Economics is a social science, part of group 3—individuals and societies. The study of economics is essentially about how we manage our finite resources to satisfy our infinite needs and wants. 
There are four parts in Economics. 
-    Microeconomics, which deal with economic variables affecting individuals, firms and markets.
-    Macroeconomics, which deal with economic variables affecting countries, governments and societies.
-    International economics, which deal with economic variables affecting economic activities among countries.
-    Development economics, which deal with economic variables affecting issues faced by developing countries. 

As a social science, economics uses scientific methodologies that include quantitative and qualitative elements that students need to apply to real situation - local, national and global issues- with considering human end-goals, values and ethics as they learn to improve themselves, their families, their countries of origin, and the world, even as they develop into the citizens of the world and life-long learners

Assessment Criteria
Assessment criteria are used when the assessment task is open-ended. Each criterion concentrates on
a particular skill that students are expected to demonstrate. An assessment objective describes what
students should be able to do and assessment criteria describe how well they should be able to do it.They are classified below:
• Assessment Objective 1—knowledge and understanding of specified content
• Assessment Objective 2 —application and analysis of knowledge and understanding
• Assessment Objective 3 —synthesis and evaluation
• Assessment Objective 4 —selection, use and application of a variety of appropriate skills and techniques.

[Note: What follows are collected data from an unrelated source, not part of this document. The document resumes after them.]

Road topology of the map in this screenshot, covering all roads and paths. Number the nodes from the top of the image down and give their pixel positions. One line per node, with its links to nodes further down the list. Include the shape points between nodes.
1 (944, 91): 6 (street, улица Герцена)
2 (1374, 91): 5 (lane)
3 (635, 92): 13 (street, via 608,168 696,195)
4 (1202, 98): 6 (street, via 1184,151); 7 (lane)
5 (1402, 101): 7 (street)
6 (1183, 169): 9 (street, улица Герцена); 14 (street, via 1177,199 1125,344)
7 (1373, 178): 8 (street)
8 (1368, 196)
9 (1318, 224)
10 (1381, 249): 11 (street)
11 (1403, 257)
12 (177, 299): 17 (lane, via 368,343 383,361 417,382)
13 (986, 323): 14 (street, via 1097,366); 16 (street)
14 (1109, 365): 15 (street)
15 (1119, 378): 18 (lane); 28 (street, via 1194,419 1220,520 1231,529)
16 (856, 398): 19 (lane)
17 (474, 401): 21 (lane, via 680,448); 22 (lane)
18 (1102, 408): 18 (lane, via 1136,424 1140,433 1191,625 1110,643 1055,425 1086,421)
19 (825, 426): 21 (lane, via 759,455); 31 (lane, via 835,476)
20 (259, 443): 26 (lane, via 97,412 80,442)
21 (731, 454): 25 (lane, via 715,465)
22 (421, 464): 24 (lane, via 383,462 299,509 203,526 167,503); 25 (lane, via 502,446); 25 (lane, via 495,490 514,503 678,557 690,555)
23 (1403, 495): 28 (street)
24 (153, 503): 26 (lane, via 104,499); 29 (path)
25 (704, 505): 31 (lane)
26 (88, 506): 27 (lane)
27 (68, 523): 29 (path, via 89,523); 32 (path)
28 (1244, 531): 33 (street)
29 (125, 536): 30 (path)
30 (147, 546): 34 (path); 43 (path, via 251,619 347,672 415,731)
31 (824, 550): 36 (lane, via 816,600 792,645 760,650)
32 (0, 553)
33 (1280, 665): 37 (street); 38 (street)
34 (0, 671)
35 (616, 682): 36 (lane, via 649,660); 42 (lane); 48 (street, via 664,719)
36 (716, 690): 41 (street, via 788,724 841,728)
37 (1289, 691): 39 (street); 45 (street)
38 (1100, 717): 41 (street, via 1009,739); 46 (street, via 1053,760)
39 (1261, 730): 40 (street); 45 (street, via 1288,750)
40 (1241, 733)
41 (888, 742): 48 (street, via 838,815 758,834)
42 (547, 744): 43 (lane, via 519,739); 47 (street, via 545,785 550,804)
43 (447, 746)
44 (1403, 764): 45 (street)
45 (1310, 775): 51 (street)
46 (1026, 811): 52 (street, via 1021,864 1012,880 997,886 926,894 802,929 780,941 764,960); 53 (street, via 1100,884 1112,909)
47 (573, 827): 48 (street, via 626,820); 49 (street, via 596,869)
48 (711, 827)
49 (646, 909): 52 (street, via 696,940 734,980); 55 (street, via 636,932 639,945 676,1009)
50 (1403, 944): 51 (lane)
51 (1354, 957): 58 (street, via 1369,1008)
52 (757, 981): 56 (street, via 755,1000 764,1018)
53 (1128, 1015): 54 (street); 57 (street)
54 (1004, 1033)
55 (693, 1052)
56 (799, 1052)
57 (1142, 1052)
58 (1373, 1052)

Distinction between SL and HL
SL and HL students of economics are presented with a common syllabus, with an HL extension in some
topics. The syllabus for both SL and HL students requires the development of certain skills and techniques,
attributes and knowledge—as described in the assessment objectives of the programme.
While the skills and activity of studying economics are common to both SL and HL students, the HL student
is required to acquire a further body of knowledge—including the ability to analyse, synthesize and evaluate that knowledge—and to develop quantitative skills in order to explain and analyse economic relationships. These quantitative skills are specifically assessed at HL in paper 3.